Your instructions:
Report every line below that has the string "Dallas" in it.

Exercise material:
┌──

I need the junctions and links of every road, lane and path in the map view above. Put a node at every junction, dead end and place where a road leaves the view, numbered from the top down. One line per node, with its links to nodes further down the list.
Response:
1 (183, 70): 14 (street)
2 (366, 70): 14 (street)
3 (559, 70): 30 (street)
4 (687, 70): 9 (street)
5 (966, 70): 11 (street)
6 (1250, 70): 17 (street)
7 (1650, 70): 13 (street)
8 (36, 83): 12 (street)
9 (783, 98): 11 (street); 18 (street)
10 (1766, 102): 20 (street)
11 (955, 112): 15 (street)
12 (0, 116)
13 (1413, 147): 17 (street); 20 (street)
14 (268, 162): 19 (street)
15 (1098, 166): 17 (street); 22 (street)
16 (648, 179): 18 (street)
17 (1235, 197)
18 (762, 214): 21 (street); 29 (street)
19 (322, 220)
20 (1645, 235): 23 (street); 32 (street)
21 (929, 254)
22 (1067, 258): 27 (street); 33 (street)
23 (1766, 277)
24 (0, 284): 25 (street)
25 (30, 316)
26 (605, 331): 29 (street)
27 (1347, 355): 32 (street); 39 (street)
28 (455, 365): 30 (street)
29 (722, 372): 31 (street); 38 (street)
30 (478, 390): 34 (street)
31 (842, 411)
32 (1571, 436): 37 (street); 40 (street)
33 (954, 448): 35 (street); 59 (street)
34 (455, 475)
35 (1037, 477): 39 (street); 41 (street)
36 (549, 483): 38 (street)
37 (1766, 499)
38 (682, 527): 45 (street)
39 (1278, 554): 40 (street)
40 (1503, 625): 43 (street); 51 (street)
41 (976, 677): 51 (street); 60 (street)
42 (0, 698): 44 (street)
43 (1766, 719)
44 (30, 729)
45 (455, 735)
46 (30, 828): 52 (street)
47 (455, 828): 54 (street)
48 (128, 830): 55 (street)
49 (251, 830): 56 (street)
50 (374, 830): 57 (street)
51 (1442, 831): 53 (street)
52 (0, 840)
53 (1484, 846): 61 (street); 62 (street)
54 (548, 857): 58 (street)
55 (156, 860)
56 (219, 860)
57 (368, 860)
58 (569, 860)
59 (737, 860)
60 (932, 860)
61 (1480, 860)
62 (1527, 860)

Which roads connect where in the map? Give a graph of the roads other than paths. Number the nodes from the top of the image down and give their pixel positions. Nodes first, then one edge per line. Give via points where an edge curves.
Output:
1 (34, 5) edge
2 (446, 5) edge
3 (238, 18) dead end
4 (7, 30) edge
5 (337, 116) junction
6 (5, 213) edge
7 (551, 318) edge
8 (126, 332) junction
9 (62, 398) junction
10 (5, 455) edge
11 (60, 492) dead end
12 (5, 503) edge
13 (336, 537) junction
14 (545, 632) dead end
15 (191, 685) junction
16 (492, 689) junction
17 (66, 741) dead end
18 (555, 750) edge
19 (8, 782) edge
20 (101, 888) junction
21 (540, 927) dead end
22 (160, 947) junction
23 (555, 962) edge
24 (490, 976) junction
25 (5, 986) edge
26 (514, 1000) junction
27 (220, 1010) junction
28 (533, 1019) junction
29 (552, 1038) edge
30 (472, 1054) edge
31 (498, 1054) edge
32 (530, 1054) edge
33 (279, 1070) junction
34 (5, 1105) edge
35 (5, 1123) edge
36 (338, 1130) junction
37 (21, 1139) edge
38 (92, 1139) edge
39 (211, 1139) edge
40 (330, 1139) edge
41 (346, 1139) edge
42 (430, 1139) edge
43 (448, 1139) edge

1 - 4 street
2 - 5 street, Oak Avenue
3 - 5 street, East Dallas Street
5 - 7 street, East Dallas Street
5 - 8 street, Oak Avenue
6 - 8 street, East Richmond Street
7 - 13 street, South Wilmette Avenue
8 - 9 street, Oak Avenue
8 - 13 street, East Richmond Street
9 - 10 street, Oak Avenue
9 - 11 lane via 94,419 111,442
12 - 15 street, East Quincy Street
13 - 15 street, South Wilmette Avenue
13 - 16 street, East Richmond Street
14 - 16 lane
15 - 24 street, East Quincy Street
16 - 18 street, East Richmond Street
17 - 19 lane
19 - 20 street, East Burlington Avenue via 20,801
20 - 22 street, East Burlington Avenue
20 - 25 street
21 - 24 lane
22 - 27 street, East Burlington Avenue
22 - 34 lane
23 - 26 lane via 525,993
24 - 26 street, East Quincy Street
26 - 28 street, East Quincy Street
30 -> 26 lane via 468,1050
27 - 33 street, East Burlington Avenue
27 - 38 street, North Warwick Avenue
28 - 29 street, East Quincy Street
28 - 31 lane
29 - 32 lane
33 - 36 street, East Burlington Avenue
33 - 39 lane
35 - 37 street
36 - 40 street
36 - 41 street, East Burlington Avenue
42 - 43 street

└──

Solution:
3 - 5 street, East Dallas Street
5 - 7 street, East Dallas Street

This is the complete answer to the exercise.